== DIRECTIONS FOR THIS TASK ==
From the data below, return each line in which the string "Answer" is found.
::::::
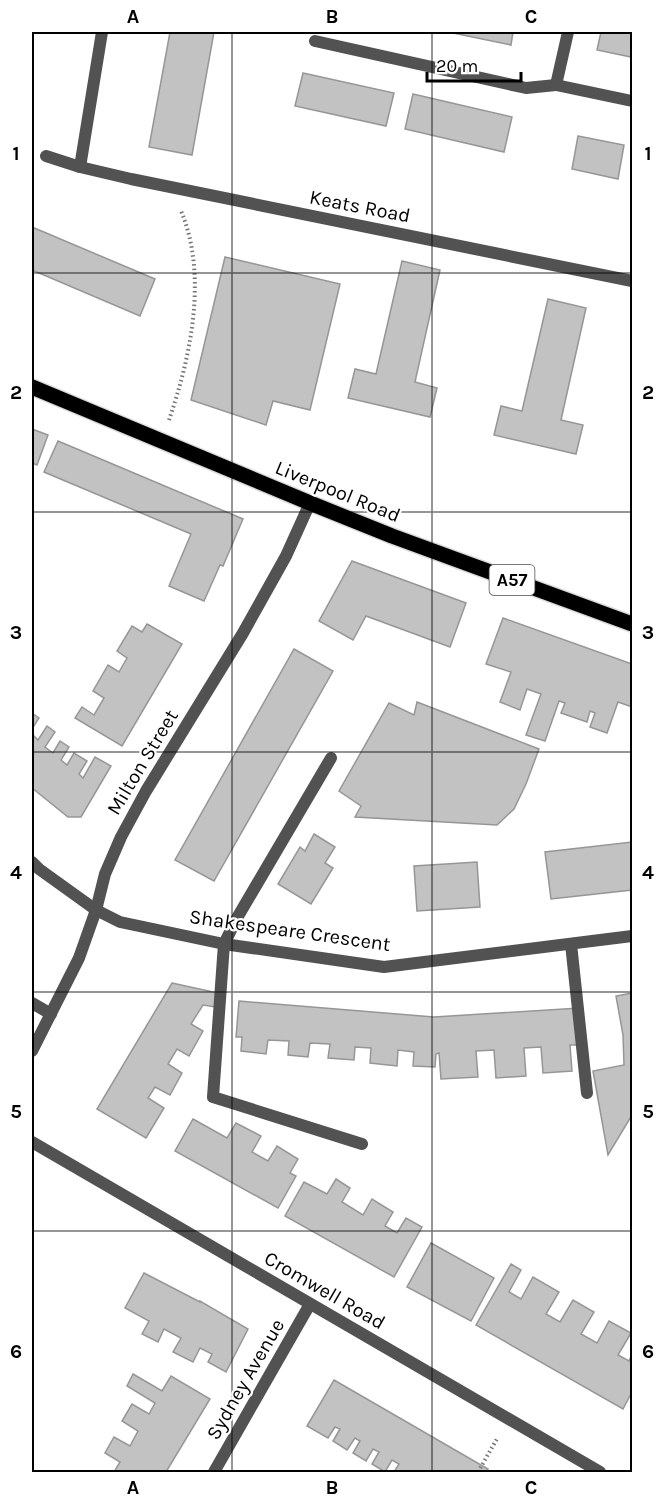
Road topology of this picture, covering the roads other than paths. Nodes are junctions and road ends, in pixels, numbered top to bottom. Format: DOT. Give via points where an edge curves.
graph roads {
  1 [pos="102,32"];
  2 [pos="568,32"];
  3 [pos="315,41"];
  4 [pos="556,85"];
  5 [pos="633,101"];
  6 [pos="46,156"];
  7 [pos="80,167"];
  8 [pos="633,281"];
  9 [pos="32,387"];
  10 [pos="310,503"];
  11 [pos="633,624"];
  12 [pos="331,758"];
  13 [pos="35,866"];
  14 [pos="96,910"];
  15 [pos="633,936"];
  16 [pos="224,944"];
  17 [pos="571,944"];
  18 [pos="32,1003"];
  19 [pos="51,1014"];
  20 [pos="32,1051"];
  21 [pos="587,1093"];
  22 [pos="32,1142"];
  23 [pos="362,1144"];
  24 [pos="310,1304"];
  25 [pos="214,1473"];
  26 [pos="600,1473"];
  1 -- 7 [label="street"];
  2 -- 4 [label="street"];
  3 -- 4 [label="street" via="526,88"];
  4 -- 5 [label="street"];
  6 -- 7 [label="street, Keats Road"];
  7 -- 8 [label="street, Keats Road"];
  9 -- 10 [label="main road, Liverpool Road / A57"];
  10 -- 11 [label="main road, Liverpool Road / A57"];
  10 -- 14 [label="street, Milton Street" via="243,633 121,837 105,874"];
  12 -- 16 [label="street"];
  13 -- 14 [label="street, Shakespeare Crescent"];
  14 -- 16 [label="street, Shakespeare Crescent" via="120,922"];
  14 -- 19 [label="street, Milton Street" via="79,958"];
  15 -- 17 [label="street, Shakespeare Crescent"];
  16 -- 17 [label="street, Shakespeare Crescent" via="384,967"];
  16 -- 23 [label="street" via="213,1097"];
  17 -- 21 [label="street"];
  18 -- 19 [label="street"];
  19 -- 20 [label="street, Milton Street"];
  22 -- 24 [label="street, Cromwell Road"];
  24 -- 25 [label="street, Sydney Avenue"];
  24 -- 26 [label="street, Cromwell Road"];
}
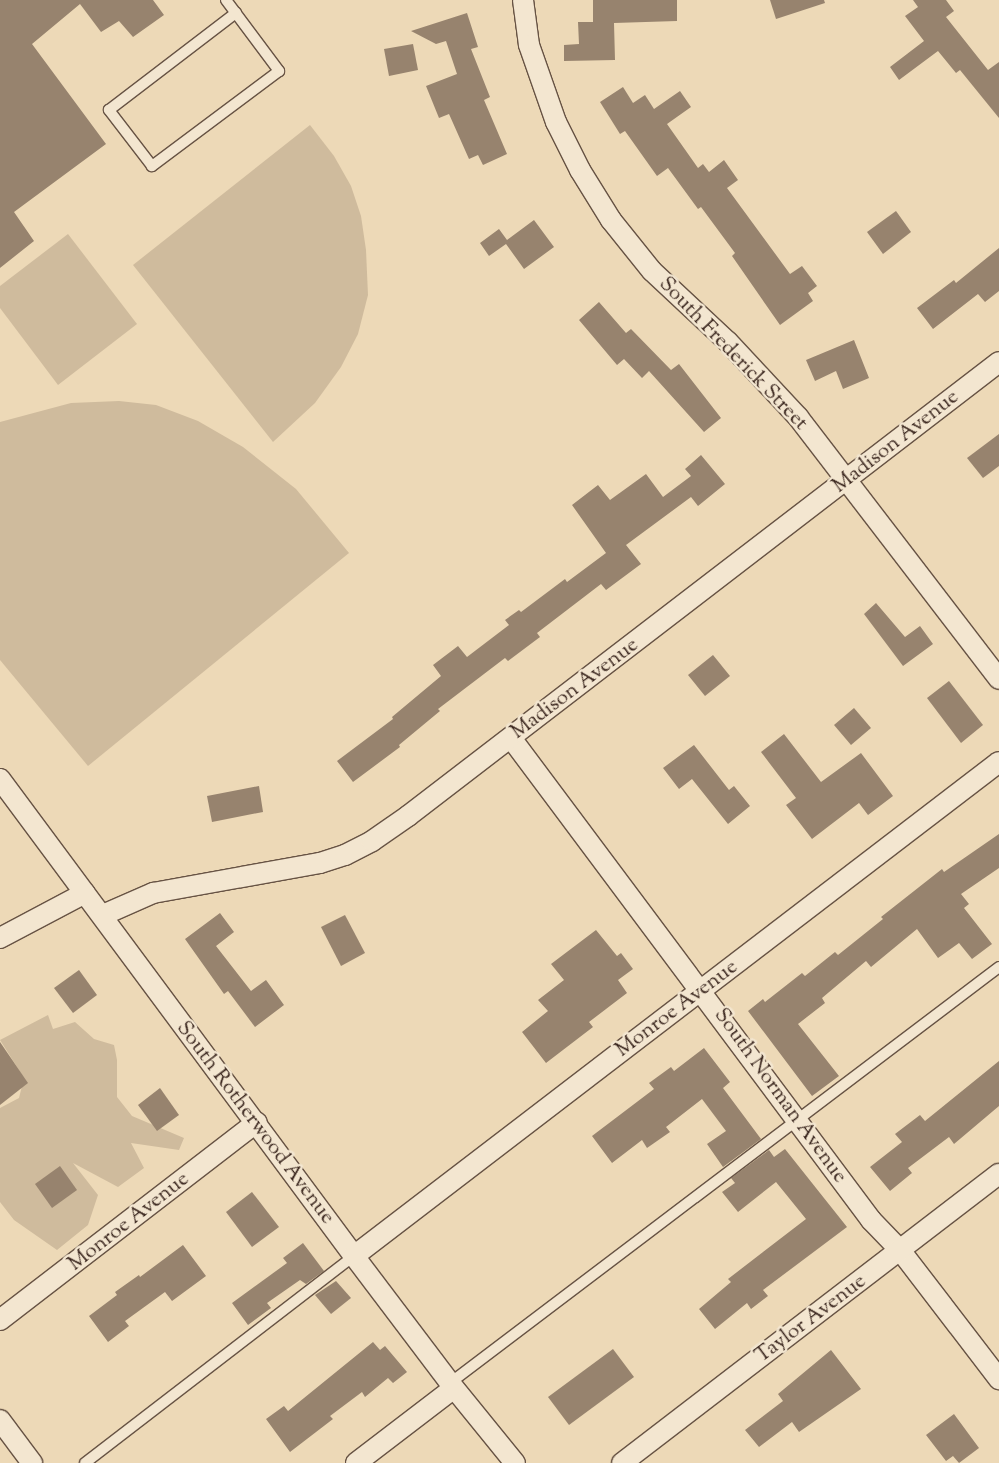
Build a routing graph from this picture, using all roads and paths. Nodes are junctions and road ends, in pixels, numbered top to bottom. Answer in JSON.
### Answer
::::::
== RESULT FOR THIS EXERCISE ==
Build a routing graph from this picture, using all roads and paths. Nodes are junctions and road ends, in pixels, numbered top to bottom. Answer in JSON.
### Answer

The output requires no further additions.